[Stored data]
------------------------------------------------
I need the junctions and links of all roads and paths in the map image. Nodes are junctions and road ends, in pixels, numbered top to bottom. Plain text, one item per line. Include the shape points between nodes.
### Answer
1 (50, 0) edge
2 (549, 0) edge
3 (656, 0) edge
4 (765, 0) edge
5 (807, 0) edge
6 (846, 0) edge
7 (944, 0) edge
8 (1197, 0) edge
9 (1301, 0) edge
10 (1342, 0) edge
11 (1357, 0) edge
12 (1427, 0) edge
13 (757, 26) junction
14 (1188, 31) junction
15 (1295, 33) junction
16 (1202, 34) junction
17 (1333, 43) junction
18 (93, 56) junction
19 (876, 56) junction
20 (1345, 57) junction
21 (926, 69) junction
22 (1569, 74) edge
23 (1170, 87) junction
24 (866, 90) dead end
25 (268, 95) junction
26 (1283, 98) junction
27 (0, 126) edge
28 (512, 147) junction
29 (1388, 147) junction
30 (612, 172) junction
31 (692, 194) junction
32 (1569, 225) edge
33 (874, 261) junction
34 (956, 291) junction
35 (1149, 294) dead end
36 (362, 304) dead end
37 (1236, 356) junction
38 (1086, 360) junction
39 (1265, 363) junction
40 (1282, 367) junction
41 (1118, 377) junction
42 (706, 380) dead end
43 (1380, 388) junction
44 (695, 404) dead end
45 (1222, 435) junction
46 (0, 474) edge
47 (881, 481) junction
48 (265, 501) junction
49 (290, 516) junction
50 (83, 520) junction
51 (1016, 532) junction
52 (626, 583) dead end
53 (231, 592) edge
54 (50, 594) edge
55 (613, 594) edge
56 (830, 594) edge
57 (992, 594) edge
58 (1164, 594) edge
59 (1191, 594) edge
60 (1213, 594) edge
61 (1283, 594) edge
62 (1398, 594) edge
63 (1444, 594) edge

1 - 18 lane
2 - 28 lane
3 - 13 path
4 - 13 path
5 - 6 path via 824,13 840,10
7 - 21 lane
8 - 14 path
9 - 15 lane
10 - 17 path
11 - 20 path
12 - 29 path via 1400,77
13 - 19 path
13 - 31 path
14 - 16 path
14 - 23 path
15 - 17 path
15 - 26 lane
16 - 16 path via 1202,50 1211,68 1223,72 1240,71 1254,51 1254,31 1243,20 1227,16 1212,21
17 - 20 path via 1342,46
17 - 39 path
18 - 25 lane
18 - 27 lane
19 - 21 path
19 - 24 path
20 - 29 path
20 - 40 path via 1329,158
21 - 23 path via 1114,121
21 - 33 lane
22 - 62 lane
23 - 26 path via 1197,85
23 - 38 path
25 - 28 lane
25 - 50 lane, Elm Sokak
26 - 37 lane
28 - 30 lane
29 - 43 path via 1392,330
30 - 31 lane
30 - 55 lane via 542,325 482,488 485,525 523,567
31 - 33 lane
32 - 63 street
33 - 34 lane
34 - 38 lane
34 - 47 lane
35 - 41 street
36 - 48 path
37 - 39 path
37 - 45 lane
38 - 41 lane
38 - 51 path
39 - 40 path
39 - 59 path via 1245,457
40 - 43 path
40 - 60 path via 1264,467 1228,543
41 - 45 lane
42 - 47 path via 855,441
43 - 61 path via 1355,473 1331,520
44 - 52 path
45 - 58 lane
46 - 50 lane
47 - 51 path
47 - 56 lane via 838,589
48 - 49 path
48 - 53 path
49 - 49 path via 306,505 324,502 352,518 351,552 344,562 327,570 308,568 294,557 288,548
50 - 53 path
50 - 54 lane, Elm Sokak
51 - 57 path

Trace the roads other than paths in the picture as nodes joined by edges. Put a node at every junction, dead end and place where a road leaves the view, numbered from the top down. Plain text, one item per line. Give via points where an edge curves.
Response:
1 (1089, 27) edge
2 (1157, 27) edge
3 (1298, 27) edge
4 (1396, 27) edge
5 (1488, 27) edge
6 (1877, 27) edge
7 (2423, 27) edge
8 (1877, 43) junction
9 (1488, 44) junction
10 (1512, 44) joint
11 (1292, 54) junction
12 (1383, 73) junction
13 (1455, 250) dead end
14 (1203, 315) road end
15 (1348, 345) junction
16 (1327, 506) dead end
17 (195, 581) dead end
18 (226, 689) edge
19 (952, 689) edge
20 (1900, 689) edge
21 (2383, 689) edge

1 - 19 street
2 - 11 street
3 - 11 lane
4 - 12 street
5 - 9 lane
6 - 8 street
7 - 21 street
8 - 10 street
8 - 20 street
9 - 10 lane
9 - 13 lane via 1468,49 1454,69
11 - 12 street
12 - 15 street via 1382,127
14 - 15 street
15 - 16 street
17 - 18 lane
------------------------------------------------
(Directions for this task): Every line of the records containing the word "Sokak" must appear in the answer.

(Exercise output):
25 - 50 lane, Elm Sokak
50 - 54 lane, Elm Sokak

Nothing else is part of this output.